ROC analysis was performed to evaluate the value of serum hs-CRP to predict different severities of ED, and the results are shown in Fig. 3. In addition to the degree of ED (score ≤21), we modified slightly by combining group into 1 of 3 total categories: 1) mild to severe ED (score ≤16), 2) moderate to severe ED (score ≤11) and 3) severe ED (score ≤7). Based on the ROC curve, serum hs-CRP has a poor diagnostic value for ED with an AUC of 0.58 (95% CI: 0.56–0.61). Among the three categories of ED, serum hs-CRP had the best diagnostic performance for severe ED. The optimal cut-off value of hs-CRP >2.98 mg/L had a sensitivity of 50.0% and a specificity of 93.3% (AUC = 0.79; 95% CI: 0.77–0.81) for predicting severe ED.
Figure 3.
ROC curves analysis show the results of serum hs-CRP prediction in different severity of ED subgroups (including ROC curve graph with 95% Confidence bounds). (A) ROC curve for differentiating ED patients. AUC was 0.58 (95% CI: 0.56–0.61), and the cutoff value, sensitivity, and specificity were 0.37 mg/L, 70.2%, and 42.2%, respectively. (B) ROC curve for differentiating mild to severe ED. AUC was 0.63 (95% CI: 0.61–0.66), and the cutoff value, sensitivity, and specificity were 1.09 mg/L, 44.4%, and 76.3%, respectively. (C) ROC curve for differentiating moderate to severe ED. AUC was 0.71 (95% CI: 0.68–0.73), and the cutoff value, sensitivity, and specificity were 1.11 mg/L, 59.1%, and 74.2%, respectively. (D) ROC curve for differentiating severe ED. AUC was 0.79 (95% CI: 0.77–0.81), and the cutoff value, sensitivity, and specificity were 2.98 mg/L, 50.0%, and 93.3%, respectively.
Discussion
In this cross-sectional study, we estimated the association between hs-CRP levels and ED and assessed the diagnostic value of hs-CRP level. As expected, we observed that elevated levels of hs-CRP were significantly associated with an increased risk of ED after adjustment for conventional ED risk factors, including age, BMI, testosterone, smoking, alcohol consumption, physical activity, diabetes, hypertension and dyslipidemia. More importantly, our study highlighted the important relationship between hs-CRP levels and ED in a relatively large Chinese male population, extrapolating the result to a much broader population. Thus, our findings combined with previous data reinforce the current scientific evidence regarding the connection between hs-CRP and ED.
Currently, our data showed that serum hs-CRP levels were significantly higher among men with ED than in controls. This is in line with previous surveys, which reported that serum CRP levels were frequently high in men with ED in the obese or metabolic syndrome population12,26. Interestingly, a previous report showed that the hs-CRP levels in patients with ED only (ED/no-CVD) were even equivalent to that in patients with CVD only27. Furthermore, our finding that serum hs-CRP levels were elevated with increasing ED severity is similar to a previous case-control study28, in which a negative linear correlation between IIEF score and CRP levels was observed, suggesting that chronic low-grade inflammation as expressed by increased hs-CRP levels correlated with the severity of ED.

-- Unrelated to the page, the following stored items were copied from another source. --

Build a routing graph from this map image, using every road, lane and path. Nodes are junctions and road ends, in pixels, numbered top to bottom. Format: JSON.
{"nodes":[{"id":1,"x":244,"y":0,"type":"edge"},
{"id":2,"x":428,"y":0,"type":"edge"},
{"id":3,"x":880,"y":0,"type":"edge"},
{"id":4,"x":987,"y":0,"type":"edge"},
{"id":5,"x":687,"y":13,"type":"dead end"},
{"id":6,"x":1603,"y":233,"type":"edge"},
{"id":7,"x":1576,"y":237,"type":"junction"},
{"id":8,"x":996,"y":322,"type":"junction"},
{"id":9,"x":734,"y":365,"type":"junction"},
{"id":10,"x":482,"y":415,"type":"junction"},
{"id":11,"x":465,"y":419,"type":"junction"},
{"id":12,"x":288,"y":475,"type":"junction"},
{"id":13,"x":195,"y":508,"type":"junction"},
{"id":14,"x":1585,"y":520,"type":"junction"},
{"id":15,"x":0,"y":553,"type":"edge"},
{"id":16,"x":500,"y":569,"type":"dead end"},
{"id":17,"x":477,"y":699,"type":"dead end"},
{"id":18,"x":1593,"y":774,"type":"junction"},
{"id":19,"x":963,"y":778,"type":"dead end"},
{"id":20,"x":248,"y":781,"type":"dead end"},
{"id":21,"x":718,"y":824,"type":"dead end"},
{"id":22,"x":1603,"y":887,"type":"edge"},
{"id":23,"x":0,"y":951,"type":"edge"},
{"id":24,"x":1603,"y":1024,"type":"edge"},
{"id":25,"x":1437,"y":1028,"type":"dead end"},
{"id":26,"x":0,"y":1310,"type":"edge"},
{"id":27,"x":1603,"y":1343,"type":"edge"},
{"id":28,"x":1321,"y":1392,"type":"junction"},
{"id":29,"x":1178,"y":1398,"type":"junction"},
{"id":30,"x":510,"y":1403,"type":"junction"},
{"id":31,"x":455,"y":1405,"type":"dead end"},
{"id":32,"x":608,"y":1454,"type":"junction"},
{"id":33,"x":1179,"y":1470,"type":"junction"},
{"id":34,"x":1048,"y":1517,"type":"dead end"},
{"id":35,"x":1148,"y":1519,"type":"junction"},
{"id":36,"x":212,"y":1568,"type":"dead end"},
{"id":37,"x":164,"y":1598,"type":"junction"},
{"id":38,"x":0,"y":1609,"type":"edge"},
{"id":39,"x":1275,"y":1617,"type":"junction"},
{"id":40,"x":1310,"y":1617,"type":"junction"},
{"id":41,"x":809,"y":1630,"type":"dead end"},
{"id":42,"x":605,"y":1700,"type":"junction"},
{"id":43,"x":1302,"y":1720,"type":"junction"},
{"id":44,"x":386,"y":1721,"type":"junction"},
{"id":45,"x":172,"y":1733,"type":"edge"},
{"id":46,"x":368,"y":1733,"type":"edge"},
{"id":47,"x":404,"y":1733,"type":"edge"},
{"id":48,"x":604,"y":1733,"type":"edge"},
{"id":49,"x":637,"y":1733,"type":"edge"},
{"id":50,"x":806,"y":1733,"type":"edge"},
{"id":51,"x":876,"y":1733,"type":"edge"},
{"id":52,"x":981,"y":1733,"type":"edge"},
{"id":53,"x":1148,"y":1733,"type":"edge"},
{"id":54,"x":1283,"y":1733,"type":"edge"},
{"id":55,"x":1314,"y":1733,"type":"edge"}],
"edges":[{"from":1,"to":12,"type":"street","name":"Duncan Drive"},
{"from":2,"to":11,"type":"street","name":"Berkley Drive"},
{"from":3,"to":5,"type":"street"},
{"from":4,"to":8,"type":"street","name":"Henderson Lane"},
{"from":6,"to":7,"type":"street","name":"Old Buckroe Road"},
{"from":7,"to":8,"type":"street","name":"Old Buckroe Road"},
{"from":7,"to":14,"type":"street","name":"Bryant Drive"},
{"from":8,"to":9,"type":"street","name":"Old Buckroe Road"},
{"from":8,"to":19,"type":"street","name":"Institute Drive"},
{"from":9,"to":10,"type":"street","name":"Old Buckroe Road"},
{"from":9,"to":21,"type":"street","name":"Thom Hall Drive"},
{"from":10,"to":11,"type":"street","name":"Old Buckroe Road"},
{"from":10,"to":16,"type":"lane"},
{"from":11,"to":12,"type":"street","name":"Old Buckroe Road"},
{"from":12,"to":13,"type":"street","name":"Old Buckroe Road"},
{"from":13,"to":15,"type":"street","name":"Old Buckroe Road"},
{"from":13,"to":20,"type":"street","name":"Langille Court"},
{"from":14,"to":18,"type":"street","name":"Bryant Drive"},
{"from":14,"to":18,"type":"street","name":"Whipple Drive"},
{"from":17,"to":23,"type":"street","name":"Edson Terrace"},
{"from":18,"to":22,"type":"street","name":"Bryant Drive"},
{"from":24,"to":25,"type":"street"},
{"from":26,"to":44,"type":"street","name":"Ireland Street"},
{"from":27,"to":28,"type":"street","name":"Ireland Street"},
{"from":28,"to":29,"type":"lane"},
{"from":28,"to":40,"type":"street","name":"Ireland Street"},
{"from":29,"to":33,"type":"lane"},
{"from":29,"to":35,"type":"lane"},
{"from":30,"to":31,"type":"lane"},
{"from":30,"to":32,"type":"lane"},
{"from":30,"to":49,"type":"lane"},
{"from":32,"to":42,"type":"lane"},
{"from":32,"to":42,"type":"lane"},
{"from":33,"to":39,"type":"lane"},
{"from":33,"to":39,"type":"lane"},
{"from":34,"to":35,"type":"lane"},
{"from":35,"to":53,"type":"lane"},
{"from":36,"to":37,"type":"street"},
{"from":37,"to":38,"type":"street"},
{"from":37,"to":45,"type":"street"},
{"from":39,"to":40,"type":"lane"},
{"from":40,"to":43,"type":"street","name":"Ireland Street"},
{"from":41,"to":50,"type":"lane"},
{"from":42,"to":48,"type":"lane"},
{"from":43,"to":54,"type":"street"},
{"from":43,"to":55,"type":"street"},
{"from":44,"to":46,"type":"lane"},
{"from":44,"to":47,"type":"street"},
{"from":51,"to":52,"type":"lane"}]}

Meanwhile, our study indicated that increased hs-CRP levels are associated with a greater risk of ED and the increased risk of ED was more prominently in the middle-aged and elderly men on the basis of age-stratified analyses. In consistent with the published studies, we also found that middle-aged and elderly men had higher levels of serum hs-CRP than young men, which may be attributable to the differences in age, obesity, BP, glucose, comorbid conditions, lifestyle, and dietary habits18,29,30. It implied that inflammatory processes may develop with the advancing age and contribute more significantly to ED among older males to some extent. Several, but not all, epidemiologic studies have revealed a statistically significant association between hs-CRP and ED. For instance, Blans et al.13 showed that in men with diabetes, the risk of ED was significantly higher in the top tertile of hs-CRP concentration as compared with that in the bottom tertile (OR = 4.3). In another study16 focusing on young male with low cardiovascular risk, Yao et al. found that high hs-CRP levels were associated with a 2.8-fold increase in ED risk. Similarly, in ED patients with or without coronary artery disease (CAD), Vlachopoulos et al.27 documented that an increase in serum hs-CRP of 1 mg/L are associated with an approximately 2-fold increase in the risk of ED (95% CI; 1.18–2.74). These findings, however, have several weaknesses, such as the small sample size, selection bias, restricted participants (only for specific population groups or particular diseases), as well as the limited adjusted confounding factors. By contrast, in a retrospective trial, Eaton et al.15 found no significant association between ED and CRP. Considering this study was not originally conducted to assess ED, and ED was only evaluated by a single retrospectively ascertained question, thereby leading to a recall bias and the underestimation of true effect.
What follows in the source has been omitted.